Edward Snowden knows a lot about how NSA surveillance works so when he offers tips on protecting online privacy, you should definitely listen to him. During a virtual interview with the New Yorker magazine, Snowden talked in length about digital privacy, discussed why encryption is the need of the hour and shared tips on how to protect online privacy in the age of surveillance. The interview was held as a part of the The New Yorker Festival in early October and was conducted by Jane Mayer through Google Hangouts.
Stressing that online privacy is the right of every individual; Snowden said that privacy isn’t only about hiding information. He also elaborated how people who claim that they have nothing to hide are in fact giving up their right to privacy and justifying the surveillance conducted by the intelligence agencies. He further stated that people should know more about the secret programs run by the NSA and also argued that the government must be able to justify the intrusive surveillance conducted by it.

While discussing tips on protecting online privacy, Snowden said that companies which collaborate with the governments and compromise the security of their own products should not be entrusted with personal data. He was especially critical of Dropbox and advised everyone not to use it since the service doesn’t support encryption. It is a common knowledge that while Dropbox encrypts files stored on its servers and during transit; it doesn’t support encryption for data stored on users’ devices. Snowden advised people to switch to secure alternatives like SpiderOak which not only offer the same functionality as Dropbox but also encrypt local copies of files.
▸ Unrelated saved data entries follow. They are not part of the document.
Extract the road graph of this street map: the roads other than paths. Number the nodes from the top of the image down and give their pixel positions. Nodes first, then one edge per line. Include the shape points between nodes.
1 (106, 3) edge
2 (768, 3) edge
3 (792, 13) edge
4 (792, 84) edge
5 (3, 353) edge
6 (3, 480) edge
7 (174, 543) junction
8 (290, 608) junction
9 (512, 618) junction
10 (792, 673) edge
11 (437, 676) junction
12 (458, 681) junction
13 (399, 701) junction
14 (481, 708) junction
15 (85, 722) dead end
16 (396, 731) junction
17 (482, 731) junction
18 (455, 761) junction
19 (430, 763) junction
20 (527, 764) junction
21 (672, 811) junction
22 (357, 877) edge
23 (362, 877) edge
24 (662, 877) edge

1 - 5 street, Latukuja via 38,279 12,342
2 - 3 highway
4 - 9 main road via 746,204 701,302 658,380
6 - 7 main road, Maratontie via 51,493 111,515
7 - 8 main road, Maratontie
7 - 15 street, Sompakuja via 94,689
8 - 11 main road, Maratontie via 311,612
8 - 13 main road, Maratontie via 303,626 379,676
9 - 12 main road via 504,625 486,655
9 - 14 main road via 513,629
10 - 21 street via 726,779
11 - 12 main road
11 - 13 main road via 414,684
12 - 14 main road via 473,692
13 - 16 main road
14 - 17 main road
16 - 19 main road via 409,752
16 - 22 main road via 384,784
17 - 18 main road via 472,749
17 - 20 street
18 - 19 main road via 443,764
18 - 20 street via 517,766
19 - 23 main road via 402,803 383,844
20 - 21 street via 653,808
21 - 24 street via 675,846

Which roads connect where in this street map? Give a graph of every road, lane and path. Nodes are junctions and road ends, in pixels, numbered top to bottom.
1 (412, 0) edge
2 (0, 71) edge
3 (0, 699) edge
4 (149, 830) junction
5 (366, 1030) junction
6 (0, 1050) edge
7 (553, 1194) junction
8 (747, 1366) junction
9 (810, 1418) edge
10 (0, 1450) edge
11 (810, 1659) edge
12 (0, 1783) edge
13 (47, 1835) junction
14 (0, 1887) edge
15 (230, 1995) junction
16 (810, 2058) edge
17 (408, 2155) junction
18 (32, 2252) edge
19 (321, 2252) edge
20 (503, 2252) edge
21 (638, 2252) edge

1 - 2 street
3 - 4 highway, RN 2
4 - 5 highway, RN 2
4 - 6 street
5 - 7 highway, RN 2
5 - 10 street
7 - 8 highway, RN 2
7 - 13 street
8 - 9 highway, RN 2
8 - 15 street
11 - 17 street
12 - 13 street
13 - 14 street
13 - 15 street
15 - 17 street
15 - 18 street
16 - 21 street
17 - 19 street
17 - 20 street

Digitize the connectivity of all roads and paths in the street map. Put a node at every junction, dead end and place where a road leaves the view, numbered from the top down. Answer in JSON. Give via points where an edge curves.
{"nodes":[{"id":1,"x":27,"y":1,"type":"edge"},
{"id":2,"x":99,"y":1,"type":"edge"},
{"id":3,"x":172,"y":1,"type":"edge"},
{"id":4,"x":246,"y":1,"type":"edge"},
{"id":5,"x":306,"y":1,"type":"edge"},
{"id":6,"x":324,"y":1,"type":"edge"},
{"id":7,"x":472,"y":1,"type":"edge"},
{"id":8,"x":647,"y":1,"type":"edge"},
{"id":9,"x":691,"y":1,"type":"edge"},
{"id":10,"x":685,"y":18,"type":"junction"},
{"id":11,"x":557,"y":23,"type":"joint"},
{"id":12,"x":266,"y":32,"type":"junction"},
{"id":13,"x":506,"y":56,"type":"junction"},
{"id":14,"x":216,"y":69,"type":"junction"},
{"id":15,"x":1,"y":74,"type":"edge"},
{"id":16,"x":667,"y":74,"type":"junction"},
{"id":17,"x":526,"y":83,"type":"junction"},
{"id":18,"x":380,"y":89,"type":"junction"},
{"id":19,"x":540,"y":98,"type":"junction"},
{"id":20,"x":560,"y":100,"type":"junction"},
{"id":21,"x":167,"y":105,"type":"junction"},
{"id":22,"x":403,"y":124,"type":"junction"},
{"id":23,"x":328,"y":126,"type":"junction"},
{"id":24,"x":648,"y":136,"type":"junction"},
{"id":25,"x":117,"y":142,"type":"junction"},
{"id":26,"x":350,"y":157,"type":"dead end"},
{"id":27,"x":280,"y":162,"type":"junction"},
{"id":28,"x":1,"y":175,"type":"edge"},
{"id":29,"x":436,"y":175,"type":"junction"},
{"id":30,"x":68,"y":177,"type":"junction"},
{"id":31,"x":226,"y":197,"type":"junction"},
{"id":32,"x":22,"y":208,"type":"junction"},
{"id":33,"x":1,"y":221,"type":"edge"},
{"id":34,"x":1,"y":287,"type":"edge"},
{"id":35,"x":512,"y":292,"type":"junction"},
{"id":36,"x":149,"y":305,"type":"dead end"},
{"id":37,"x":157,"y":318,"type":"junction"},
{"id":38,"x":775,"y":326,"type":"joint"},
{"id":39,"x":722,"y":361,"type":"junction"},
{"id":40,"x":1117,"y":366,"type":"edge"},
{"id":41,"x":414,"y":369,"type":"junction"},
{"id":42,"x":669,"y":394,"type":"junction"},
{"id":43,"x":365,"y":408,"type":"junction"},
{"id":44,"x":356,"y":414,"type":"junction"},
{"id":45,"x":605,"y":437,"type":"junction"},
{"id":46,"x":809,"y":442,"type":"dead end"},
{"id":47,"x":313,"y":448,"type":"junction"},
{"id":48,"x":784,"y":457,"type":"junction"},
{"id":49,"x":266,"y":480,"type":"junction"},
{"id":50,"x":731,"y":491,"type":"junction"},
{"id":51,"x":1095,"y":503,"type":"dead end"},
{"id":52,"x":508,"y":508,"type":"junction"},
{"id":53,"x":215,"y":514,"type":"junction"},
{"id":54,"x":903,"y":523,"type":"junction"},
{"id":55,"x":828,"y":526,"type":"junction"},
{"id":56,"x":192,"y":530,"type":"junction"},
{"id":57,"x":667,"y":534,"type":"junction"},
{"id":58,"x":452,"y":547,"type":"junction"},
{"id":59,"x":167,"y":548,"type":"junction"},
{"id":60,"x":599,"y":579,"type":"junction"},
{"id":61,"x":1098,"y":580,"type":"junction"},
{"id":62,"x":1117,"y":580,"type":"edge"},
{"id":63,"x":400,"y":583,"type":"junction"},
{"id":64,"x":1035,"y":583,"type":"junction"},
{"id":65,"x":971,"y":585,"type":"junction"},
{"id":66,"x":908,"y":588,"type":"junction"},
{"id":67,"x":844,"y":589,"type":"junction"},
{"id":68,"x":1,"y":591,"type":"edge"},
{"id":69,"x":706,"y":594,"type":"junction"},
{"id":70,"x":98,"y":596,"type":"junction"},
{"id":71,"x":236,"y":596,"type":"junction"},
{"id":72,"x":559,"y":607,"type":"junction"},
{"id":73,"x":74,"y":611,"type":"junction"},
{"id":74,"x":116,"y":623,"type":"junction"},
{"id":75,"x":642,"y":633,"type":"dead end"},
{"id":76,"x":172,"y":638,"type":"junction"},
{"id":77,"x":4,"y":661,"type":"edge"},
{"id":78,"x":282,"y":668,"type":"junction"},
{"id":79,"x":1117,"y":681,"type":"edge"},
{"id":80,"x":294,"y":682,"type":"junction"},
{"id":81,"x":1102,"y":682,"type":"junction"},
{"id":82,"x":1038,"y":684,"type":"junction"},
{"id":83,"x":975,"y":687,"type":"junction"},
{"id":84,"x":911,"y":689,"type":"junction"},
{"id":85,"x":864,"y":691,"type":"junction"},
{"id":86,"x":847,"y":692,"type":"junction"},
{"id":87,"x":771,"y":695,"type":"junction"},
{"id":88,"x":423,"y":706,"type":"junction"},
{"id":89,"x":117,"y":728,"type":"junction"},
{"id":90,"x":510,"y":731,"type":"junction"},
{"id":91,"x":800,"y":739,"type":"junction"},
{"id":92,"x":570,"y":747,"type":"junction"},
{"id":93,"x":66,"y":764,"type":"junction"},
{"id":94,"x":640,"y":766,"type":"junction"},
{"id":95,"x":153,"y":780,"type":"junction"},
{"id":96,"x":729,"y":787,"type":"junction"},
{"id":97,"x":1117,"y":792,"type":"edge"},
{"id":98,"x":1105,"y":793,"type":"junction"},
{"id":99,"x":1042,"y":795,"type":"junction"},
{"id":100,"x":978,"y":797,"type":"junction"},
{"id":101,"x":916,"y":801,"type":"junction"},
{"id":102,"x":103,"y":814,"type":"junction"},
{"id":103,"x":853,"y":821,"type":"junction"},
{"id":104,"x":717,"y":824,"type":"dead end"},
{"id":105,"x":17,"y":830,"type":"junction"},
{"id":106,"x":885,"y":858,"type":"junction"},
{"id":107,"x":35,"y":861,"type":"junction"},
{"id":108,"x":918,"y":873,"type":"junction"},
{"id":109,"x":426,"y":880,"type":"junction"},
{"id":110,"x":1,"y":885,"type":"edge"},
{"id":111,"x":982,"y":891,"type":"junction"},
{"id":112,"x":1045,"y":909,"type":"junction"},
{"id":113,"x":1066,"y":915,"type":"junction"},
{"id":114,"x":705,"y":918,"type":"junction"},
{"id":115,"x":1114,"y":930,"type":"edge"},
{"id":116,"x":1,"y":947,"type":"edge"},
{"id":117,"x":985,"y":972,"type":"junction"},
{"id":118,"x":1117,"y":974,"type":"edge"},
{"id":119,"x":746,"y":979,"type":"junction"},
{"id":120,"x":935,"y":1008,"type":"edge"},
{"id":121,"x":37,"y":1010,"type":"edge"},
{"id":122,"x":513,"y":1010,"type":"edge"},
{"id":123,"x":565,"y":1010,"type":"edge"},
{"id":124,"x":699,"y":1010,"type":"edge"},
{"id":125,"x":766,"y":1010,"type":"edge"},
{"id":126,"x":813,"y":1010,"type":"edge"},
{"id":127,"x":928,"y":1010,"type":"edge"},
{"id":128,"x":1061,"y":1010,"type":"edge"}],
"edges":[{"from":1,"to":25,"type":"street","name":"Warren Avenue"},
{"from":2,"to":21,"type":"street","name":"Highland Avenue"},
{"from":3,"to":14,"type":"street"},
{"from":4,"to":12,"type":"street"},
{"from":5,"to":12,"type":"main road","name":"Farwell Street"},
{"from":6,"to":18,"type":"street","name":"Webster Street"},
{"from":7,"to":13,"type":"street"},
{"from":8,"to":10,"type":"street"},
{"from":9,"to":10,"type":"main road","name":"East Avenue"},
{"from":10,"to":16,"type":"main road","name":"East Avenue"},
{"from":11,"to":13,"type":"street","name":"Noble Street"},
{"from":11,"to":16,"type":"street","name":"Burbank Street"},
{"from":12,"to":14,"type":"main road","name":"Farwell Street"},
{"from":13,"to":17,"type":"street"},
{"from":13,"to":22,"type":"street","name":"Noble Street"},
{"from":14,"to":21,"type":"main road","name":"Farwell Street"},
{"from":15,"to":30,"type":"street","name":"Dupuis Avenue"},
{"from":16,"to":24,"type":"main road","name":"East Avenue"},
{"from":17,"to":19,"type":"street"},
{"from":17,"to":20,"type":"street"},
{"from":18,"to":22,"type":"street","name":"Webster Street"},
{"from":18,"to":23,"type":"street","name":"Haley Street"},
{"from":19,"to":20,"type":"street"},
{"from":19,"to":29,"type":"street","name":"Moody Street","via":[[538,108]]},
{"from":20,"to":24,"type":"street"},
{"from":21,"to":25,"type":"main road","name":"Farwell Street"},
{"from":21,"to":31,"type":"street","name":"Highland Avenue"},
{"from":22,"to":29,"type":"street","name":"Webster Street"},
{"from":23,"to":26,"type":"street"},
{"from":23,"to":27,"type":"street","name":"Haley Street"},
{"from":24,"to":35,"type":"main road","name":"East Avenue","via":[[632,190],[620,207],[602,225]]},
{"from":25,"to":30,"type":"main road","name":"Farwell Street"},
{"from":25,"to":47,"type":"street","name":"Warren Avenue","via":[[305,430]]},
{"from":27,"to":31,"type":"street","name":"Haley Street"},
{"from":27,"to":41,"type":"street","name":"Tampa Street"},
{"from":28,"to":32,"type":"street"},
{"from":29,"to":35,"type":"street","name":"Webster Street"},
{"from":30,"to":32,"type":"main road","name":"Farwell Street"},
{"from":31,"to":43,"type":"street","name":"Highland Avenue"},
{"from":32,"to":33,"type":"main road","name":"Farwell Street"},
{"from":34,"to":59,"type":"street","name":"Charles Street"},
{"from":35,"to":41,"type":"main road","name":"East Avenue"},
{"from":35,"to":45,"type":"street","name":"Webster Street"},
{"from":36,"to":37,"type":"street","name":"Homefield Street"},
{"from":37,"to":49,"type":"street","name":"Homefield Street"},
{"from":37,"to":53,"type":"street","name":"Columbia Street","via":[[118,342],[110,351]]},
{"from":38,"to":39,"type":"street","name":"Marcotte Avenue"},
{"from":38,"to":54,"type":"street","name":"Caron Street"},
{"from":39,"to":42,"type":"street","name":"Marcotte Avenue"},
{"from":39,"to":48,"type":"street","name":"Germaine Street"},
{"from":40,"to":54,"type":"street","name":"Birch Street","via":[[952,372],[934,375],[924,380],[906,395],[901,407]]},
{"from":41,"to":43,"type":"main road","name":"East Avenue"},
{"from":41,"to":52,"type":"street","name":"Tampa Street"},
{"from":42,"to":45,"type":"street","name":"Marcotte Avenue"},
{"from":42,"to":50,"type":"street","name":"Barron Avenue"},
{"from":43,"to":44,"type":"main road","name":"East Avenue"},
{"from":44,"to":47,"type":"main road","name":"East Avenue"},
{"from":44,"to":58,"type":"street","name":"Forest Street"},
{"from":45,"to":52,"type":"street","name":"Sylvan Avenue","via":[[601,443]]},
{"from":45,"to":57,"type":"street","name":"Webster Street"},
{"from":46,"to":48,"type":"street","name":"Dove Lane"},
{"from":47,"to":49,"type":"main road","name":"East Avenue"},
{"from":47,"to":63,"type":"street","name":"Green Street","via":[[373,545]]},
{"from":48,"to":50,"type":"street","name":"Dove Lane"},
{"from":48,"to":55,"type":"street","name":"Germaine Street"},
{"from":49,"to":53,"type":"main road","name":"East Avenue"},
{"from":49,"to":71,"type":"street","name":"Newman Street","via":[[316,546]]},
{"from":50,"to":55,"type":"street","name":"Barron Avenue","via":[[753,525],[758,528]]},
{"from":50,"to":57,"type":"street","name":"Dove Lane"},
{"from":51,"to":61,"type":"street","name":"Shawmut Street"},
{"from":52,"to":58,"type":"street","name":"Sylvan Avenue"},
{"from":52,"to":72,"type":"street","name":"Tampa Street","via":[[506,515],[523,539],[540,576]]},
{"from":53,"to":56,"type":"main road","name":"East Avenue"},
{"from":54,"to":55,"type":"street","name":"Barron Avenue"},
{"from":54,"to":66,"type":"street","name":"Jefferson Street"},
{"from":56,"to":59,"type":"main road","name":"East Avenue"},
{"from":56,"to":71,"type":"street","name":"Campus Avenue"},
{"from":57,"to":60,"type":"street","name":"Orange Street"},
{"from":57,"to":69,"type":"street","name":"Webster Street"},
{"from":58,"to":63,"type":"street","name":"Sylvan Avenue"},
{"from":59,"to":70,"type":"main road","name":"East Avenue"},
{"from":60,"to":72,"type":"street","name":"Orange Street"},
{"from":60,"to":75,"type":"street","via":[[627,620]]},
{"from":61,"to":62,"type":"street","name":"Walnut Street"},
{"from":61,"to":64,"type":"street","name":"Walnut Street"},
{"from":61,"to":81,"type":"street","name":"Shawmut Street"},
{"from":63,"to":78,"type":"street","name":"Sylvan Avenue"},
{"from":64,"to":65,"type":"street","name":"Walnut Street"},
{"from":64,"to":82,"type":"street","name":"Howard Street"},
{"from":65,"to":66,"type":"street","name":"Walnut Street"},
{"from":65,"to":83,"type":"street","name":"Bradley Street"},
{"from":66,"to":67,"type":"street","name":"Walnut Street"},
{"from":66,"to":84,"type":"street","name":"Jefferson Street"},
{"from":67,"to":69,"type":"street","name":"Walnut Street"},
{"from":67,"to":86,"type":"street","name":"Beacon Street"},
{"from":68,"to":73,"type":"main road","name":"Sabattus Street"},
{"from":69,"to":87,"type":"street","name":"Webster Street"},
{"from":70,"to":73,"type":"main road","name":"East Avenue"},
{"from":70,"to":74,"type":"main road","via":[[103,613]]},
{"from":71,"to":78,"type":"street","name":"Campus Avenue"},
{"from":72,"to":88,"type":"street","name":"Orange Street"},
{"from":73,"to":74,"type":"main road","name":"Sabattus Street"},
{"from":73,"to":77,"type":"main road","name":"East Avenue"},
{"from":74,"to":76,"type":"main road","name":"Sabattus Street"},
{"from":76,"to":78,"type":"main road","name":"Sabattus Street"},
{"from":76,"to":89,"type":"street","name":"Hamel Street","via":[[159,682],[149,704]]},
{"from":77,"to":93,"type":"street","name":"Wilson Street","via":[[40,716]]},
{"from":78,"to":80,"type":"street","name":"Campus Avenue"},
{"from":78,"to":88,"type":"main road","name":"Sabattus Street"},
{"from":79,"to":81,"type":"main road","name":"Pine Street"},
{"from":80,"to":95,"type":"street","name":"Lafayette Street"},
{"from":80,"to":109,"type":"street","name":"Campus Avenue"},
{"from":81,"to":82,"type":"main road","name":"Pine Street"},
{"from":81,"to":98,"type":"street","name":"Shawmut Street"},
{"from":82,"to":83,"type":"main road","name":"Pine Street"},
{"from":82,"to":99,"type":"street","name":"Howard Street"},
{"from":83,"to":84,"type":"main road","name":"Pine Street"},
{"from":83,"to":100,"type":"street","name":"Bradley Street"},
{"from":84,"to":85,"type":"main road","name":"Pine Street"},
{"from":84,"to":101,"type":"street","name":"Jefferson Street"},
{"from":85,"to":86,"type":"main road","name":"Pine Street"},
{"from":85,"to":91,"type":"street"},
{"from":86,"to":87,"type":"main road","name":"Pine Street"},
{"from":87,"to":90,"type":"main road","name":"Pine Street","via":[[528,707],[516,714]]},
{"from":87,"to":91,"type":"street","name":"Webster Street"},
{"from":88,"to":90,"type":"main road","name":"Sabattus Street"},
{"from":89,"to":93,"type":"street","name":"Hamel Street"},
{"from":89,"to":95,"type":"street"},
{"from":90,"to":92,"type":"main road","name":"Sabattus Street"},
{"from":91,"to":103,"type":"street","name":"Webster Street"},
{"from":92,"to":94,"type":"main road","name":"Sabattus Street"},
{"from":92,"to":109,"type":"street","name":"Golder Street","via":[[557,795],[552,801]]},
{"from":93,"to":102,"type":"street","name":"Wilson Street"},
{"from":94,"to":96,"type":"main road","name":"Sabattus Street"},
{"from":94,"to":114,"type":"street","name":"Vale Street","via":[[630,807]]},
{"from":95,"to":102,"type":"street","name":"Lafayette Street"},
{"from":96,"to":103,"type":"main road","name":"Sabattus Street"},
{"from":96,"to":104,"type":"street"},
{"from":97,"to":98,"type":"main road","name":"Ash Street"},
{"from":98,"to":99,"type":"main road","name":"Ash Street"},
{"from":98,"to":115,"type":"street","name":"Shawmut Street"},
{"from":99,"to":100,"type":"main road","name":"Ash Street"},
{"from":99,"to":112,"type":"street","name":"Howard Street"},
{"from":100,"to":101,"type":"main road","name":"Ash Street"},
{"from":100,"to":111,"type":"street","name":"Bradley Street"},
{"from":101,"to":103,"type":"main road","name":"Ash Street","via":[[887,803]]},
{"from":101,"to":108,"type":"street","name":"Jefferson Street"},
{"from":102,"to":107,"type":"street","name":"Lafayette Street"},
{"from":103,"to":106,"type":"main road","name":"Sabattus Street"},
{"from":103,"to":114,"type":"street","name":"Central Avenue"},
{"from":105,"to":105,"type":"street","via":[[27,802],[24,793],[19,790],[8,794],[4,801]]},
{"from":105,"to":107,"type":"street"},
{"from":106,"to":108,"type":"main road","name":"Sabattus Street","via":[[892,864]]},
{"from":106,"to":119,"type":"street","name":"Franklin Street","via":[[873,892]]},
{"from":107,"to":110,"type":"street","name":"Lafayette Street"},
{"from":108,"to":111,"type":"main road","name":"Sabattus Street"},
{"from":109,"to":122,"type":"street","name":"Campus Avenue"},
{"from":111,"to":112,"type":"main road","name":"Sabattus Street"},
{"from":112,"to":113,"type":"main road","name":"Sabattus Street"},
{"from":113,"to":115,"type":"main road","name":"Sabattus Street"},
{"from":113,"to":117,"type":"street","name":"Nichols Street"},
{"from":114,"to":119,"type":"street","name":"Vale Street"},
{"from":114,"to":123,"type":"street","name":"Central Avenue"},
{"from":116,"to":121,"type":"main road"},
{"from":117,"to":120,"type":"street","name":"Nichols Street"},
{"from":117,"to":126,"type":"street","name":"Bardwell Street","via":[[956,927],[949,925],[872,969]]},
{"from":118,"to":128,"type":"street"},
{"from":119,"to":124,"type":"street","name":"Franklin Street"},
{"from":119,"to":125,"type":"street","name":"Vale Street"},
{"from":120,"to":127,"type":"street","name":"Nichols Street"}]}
During the call, Snowden praised the security features introduced by Apple and rejected claims that enhanced encryption available in iOS would hinder efforts to fight crime. He also noted that while Facebook and Google have improved their security features, they still remain dangerous services that should be avoided by privacy conscious people. He further recommended that people should cover their online tracks with programs like DoNotTrackMe to ensure that their web activities or personal data cannot be captured by social networks, data collection companies or ad trackers.

Snowden also advised people to switch to secure communication programs and not to trust the services offered by the wireless providers. While noting that the metadata information (list of calls made and websites visited) is extremely difficult to secure on a technical level, he mentioned that there are solutions available in the market that offer end-to-end security for communications. Apps like RedPhone, Silent Circle and TextSecure encrypt all types of communications (including calls and text messages) so you can communicate without having to worry about the surveillance conducted by the carriers or the intelligence agencies.

In addition to following the above tips, you can also benefit from the advice that Edward Snowden shared few months back. During an earlier call, Snowden had advised people to use a disk encryption program (such as TrueCrypt) to encrypt data stored on their devices, make use of SSL and browser plugins (NoScript, Block Prism, ScriptSafe etc.) to secure their browsing sessions and start using Tor for greater anonymity on the net.